Скипетр тебе вернув до сроку –
Что уже душе до яств и брашна?
Молодость моя! Моя морока –
Молодость. Мой лоскуток кумашный!

Скипетр, знак монаршей власти, - напоминание о том времени, когда молодость царила в жизни лирической героини.
Устаревшие слова «яства» и «брашно» синонимичны, однако первое более конкретно: яствами обычно называют кушанья изобильные, изысканные, разнообразные. Цветаева, добиваясь отстранения, вновь совмещает в одной строке отвлеченное и конкретное.

Яства и брашно души - это, конечно же, переживания; сначала сильные, способные потрясти («яства»), а потом - любые (брашно, по Далю, яство, пища, кушанье, варево, еда, съестное). Ведь молодость хороша тем, что все в ней - впервые. Душа обретает опыт в счастье и горе. А смертельно уставшему от жизни человеку, когда он оглядывается назад, может показаться благом и простая способность чувствовать, сопереживать.

Важную роль в создании лирического напряжения играет совмещение лексики разных стилей. Высокие слова (яства, скипетр, брашно) органично сочетаются с разговорными (голубка, золотце, полоснуть) и просторечными (шалый, не кличу, морока).

«Лоскуток кумашный» - еще одно емкое определение молодости: она оказалась краткой («лоскуток») и яркой, праздничной («кумашный»). Потому и непросто с нею прощаться, непросто подводить черту под лучшим, что уже никогда не вернется.

Отзвенела молодость! Отполыхала. Теперь она прошлое.
Что же в настоящем? За стихами:

Воспаленные глаза сужая,
Так листок срывают календарный,-

угадываются бессонные ночи, мука, страдание. Только угадываются: Цветаева никогда не жаловалась на судьбу,

Ибо раз голос тебе, поэт,
Дан, остальное - взято.
(«Есть счастливцы и счастливицы…», 1935)

В 1922 году она покинула Россию. Прощание с молодостью стало прощанием с родиной. В лирике З0х годов Цветаева писала, ставя рядом образы родины и молодости:

С фонарем обшарьте
Весь подлунный свет.
Той страны на карте
Нет, в пространстве - нет.
<...>
Той, где на монетах -
Молодость моя,
Той России – нету.
Как и той меня.
(Париж, 1932)

Есть у автора «Молодости» еще одно произведение, не столь известное читателям.
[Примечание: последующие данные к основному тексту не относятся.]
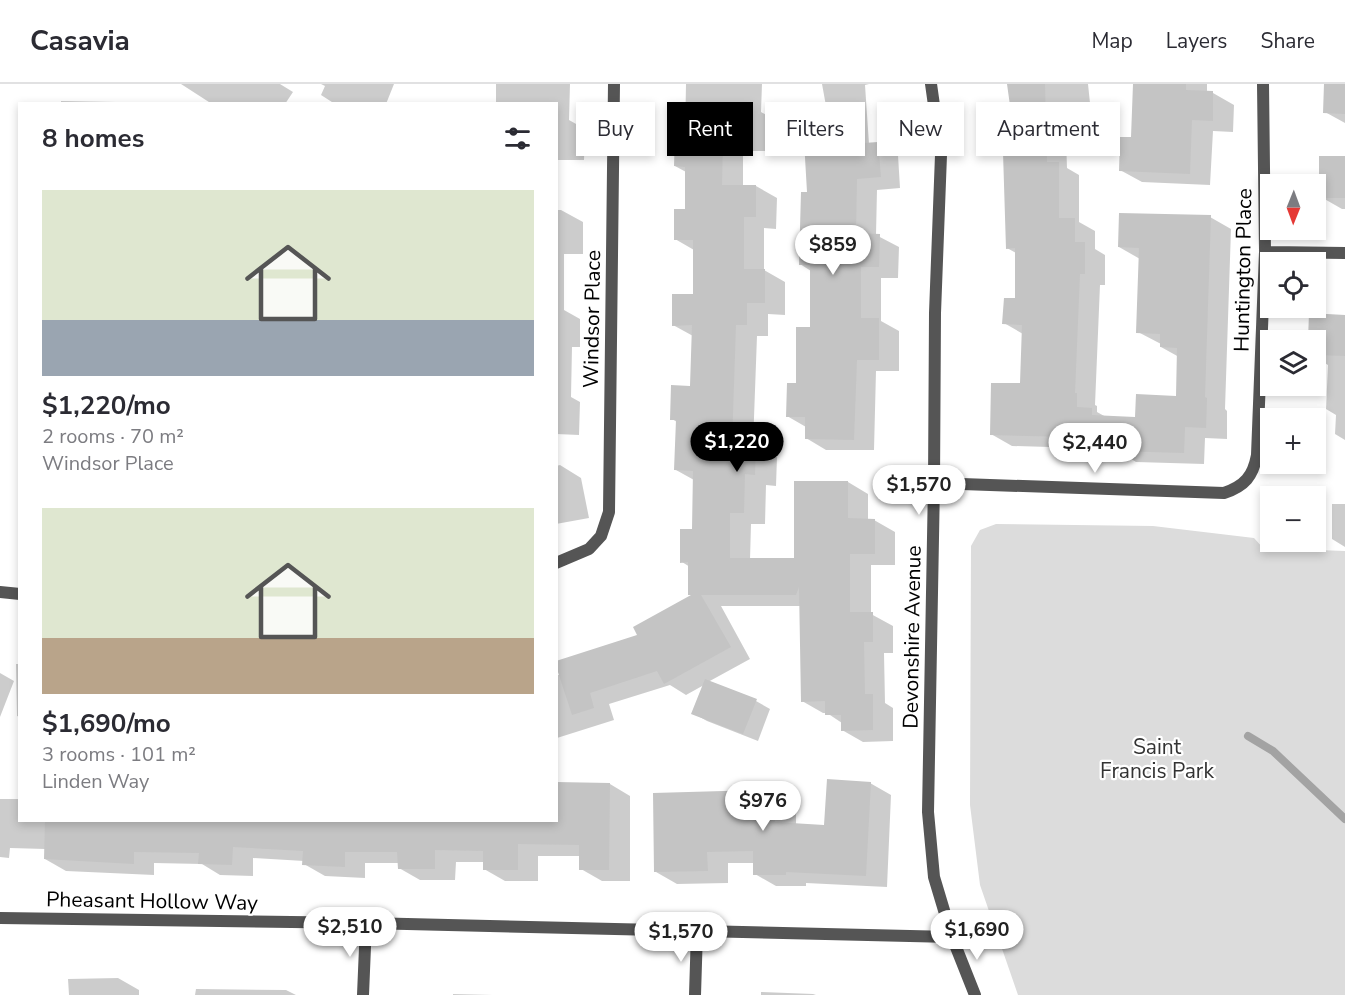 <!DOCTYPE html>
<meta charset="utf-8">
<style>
body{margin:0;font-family:"Nunito Sans",sans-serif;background:#f2f2f3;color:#2b2b33;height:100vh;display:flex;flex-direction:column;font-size:22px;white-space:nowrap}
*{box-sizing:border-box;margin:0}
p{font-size:20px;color:#7c7c81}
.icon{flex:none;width:33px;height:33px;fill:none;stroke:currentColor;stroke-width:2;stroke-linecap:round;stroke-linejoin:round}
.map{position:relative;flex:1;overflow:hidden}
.drawer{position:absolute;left:18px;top:18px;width:540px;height:720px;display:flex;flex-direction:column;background:#fff;border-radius:0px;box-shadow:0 3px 9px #0003}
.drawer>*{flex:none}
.hud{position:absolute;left:576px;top:18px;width:570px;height:54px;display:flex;gap:12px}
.needle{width:39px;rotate:181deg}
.tools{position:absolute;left:1260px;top:90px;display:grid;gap:12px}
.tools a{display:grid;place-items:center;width:66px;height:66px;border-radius:0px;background:#fff;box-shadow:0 3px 9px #0003;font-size:30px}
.price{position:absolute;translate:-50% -51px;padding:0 14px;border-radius:21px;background:#fff;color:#222;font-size:20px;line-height:39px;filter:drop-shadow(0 2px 3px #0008)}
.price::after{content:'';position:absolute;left:50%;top:36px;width:18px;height:14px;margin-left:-9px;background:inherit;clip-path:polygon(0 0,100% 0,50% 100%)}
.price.active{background:#000;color:#fff}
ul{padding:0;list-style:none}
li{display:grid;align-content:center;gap:12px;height:318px;padding:0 24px}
li span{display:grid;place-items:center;height:186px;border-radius:0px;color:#555}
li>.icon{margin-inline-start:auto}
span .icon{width:108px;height:108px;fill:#fffc;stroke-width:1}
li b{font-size:26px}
h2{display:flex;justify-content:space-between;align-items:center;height:72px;padding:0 24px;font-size:26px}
.pill{padding:0 21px;border-radius:0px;background:#fff;box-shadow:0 3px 9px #0003;font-size:21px;line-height:54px}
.pill.active{background:#000;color:#fff}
header{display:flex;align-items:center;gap:36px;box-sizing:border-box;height:84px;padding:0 30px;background:#fff;border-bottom:2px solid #e1e1e2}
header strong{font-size:28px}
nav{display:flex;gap:33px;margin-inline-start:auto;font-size:21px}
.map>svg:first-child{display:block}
.green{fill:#dcdcdc}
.shadow{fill:#0003}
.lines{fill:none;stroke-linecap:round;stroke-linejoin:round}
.stream{stroke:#a3a3a3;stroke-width:8}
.building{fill:#c4c4c4}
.minor{stroke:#555;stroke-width:12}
.labels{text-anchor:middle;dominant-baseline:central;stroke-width:4.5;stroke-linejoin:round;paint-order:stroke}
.street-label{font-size:21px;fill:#000;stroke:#fff}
.park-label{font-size:21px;fill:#333;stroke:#fff}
</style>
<header>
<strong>Casavia</strong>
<nav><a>Map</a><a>Layers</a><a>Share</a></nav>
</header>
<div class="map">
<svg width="1345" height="911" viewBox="0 0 1345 911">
<rect width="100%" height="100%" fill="#fff"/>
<!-- green -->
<path class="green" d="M996 440 1153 442 1254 454 1263 464 1345 467V911H1018L980 801 970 721 971 462 980 446Z"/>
<!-- shadow -->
<path class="shadow" d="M181 0H280L293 8 285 20H212Z
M321 0H394L386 20H335L321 11 325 2Z
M496 0H570L569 36 585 45 584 76H556V20H496Z
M686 0H762L761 28 770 33 769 67H743V102H756L777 114 776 145 764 144V186L785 198V231L768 230V252H757L753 361 777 373 776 402 766 401 765 440H751L750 476 795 475 848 398 868 410V436H874L895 448V481H871V530L893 542V569H884L885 619 893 624V657L863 658 842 646V639L827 629H823L802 617 801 522H721L750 575 708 598 756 617 770 625 758 657 707 637 693 629 704 601 686 611 670 601 609 620 614 636 557 654 556 591H561L639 552 693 512 690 483 682 478 693 447 694 396 676 386 677 338 672 335 691 304 693 252 673 241 695 211 694 166 675 155 686 127V88L675 82 685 52Z
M822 0H869L865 1 869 60 877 59 898 71 900 104 877 106 876 151 899 163 898 194H881V237L899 247V287H876L874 366H826L806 354V343L787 332 798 301 811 244V187L800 180 808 110 826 22Z
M1008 0H1088L1090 19 1065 23 1067 84 1079 91V138L1095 147V165L1105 171V201H1100L1095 321 1097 322V328L1106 333 1137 335 1178 314 1179 273 1161 263V260L1138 248 1140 175 1119 163 1210 133 1231 145 1225 325 1227 327V355L1205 354 1204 380 1136 378 1116 365 1012 362 991 350 1021 301 1023 250 1004 239 1017 216 1016 169 1007 164 1014 37Z
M1134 0H1207V9H1213L1234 21 1233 48 1213 47 1210 101 1142 98 1120 86 1133 55Z
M1326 0H1345V39L1325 28Z
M61 17 116 18 118 20H61Z
M1345 73V125H1342L1321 113Z
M556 126H561L583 138V170H564V226L580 235V263H572L571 313 580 318 579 351 556 350Z
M1311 231 1345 232V356L1335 350 1336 331 1326 325 1328 281 1316 274V256H1310Z
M560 381 581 394 589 434 556 440V382Z
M1332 420H1345V463L1332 455Z
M16 580H20V633L17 632Z
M0 589 14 597 0 633Z
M870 699 891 711 887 803 806 799V802H776L755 790V779H728V799L677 800 656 788 758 708 796 728V741L825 743Z
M610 700 630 712V797H602L581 785V772H538V797H505L484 785V778H456L455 796H420L399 784V779H365V794L325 792 304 780V777L253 774V792L220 791 202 780 154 779V791L66 787 45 775V765L10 764 9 774 0 773V715H20V736H556Z
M118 894 139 906V911H69L68 895Z
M196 905 286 906 296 911H195Z
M761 908 813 910 816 911H761Z
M453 910 493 911H453Z"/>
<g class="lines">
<!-- stream -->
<path class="stream" d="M1248 652 1273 667 1345 735"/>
</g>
<!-- building -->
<path class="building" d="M1007 0H1045L1047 78H1059V134H1075V158H1085V190H1080L1075 309H1077V323L1092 324V331L1135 333 1136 310 1176 312 1177 264 1160 263V250L1136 249 1139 164 1118 163 1119 129 1211 131 1205 313 1207 314 1206 344 1185 343 1184 369 1114 367V354L990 351 991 299H1020L1022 241 1002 240 1004 214H1015V164L1006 165 1002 36H1012Z
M1133 0H1186V6L1213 7V37L1192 36 1190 90 1119 87 1120 53H1131Z
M1324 0H1345V30L1323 29Z
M684 18 749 19 748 56H723L722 101H756V133H744V185H765V219H747V241H736L732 359H756L755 391 745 390 744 429H730V474H794V397H848V434L875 435V470H850V528H873V558H864L865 610H873V646L841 647V631H825V617L801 618 799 503 796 511H701L731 563 664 600 657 587 590 609 594 624 572 631 556 582V577L637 551 633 543 691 511H688V478L680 479V445H692L693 387 674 386 676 336H670L671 301 690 302 692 241 672 242V210H693V156H674V125H685V83L674 82 675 50H683Z
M847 19 850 60 878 58 881 93 857 95 856 149 880 150 879 183H861V234H879V276H857L854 356 805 355V333H786L787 299H796V243H810V181H799L801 108H807L802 22Z
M1319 72H1345V114H1319Z
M1309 229 1345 231V272L1316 271V256H1308Z
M705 595 757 615 743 650 691 630Z
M827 695 871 698 866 792 786 788V791H753V767L707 768 708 787 654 788 653 709 759 706 758 715 775 714V738L824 741Z
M556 698 610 699 609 786H579V761L518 760V786H483V767L435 766V785H398L397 768H345V783L302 781 303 767 233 763 232 781 198 780 199 769 134 768V780L44 775 45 736H556Z"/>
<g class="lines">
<!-- minor -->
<path class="minor" d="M931 0 941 71 935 229 934 399 928 728 934 793 952 853 975 911
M1265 168 1345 169
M934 399 1224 409C1245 402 1253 392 1257 371L1265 168 1263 0
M556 479 589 465 601 452 609 428 614 0
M0 508 20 510
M0 834 366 839 952 853
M363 911 366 839
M695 911 697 847"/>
</g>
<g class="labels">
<!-- street labels -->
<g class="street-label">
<text transform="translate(1243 186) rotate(-89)">Huntington Place</text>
<text transform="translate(592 235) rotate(-89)">Windsor Place</text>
<text transform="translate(912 553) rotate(-89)">Devonshire Avenue</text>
<text transform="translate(152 817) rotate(1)">Pheasant Hollow Way</text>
</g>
<!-- park labels -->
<g class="park-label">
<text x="1157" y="663">Saint<tspan x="1157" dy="24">Francis Park</tspan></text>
</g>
</g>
</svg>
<div class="tools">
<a><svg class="needle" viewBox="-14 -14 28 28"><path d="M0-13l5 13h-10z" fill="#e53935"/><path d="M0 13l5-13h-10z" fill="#7c7c81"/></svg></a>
<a><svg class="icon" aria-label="locate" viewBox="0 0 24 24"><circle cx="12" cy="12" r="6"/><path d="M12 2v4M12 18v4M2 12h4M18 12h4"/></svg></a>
<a><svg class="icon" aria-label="layers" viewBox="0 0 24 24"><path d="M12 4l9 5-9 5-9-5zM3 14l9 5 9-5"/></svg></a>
<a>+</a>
<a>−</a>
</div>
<b class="price" style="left:833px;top:192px">$859</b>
<b class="price active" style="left:737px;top:389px">$1,220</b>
<b class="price" style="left:1095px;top:390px">$2,440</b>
<b class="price" style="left:919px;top:432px">$1,570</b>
<b class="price" style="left:763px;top:748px">$976</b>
<b class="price" style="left:350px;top:874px">$2,510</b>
<b class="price" style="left:977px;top:877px">$1,690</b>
<b class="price" style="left:681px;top:879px">$1,570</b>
<div class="hud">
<a class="pill">Buy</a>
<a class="pill active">Rent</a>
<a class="pill">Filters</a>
<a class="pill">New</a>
<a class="pill">Apartment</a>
</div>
<section class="drawer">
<h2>8 homes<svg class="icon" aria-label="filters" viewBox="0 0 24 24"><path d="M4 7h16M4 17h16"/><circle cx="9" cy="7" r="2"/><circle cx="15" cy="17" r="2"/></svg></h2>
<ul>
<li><span style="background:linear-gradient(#dfe7d0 70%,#9aa5b1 0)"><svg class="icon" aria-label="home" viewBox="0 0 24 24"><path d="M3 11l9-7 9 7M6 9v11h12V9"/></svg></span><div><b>$1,220/mo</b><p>2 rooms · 70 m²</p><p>Windsor Place</p></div></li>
<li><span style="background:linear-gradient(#dfe7d0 70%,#b9a48a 0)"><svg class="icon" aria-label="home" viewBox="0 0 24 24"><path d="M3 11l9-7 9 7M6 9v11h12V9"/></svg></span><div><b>$1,690/mo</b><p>3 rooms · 101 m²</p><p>Linden Way</p></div></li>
</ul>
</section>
</div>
Его цитирует Вероника Лосская, заканчивая книгу «Марина Цветаева в жизни». Это сделанный Цветаевой перевод стихотворения одного из белорусских поэтов (имени В.Лосская не называет):

На трудных тропах бытия
Мой спутник - молодость моя.
Бегут, как дети, по бокам
Ум с глупостью, в середке – сам.
А впереди - крылатый взмах:
Любовь на золотых крылах.
А этот шелест за спиной –
То поступь вечности за мной.

Трудно предположить, что поэт может выбрать для перевода стихотворение, несозвучное его душевному состоянию. В этом тексте сошлись, как в фокусе, основные мотивы «Молодости», только вот осмыслены они по-другому.
Молодость души - неотъемлемое качество художника слова. Лишь она дает поэтическую зоркость. Цветаева говорила: «Я никогда не поверю в прозу: ее нет. Я ее ни разу в жизни не встречала, ни кончика хвоста ее. Да и какая может быть проза, когда… все на вертящемся шаре, внутри которого – огонь!»
Марина Ивановна Цветаева, осознавшая себя Поэтом еще в детстве, оставалась им до последнего дыхания.

Сидорова М. «Мой спутник - молодость моя» // Литература: Приложение к газете «Первое сентября». - 2000. - №41. - 14-15.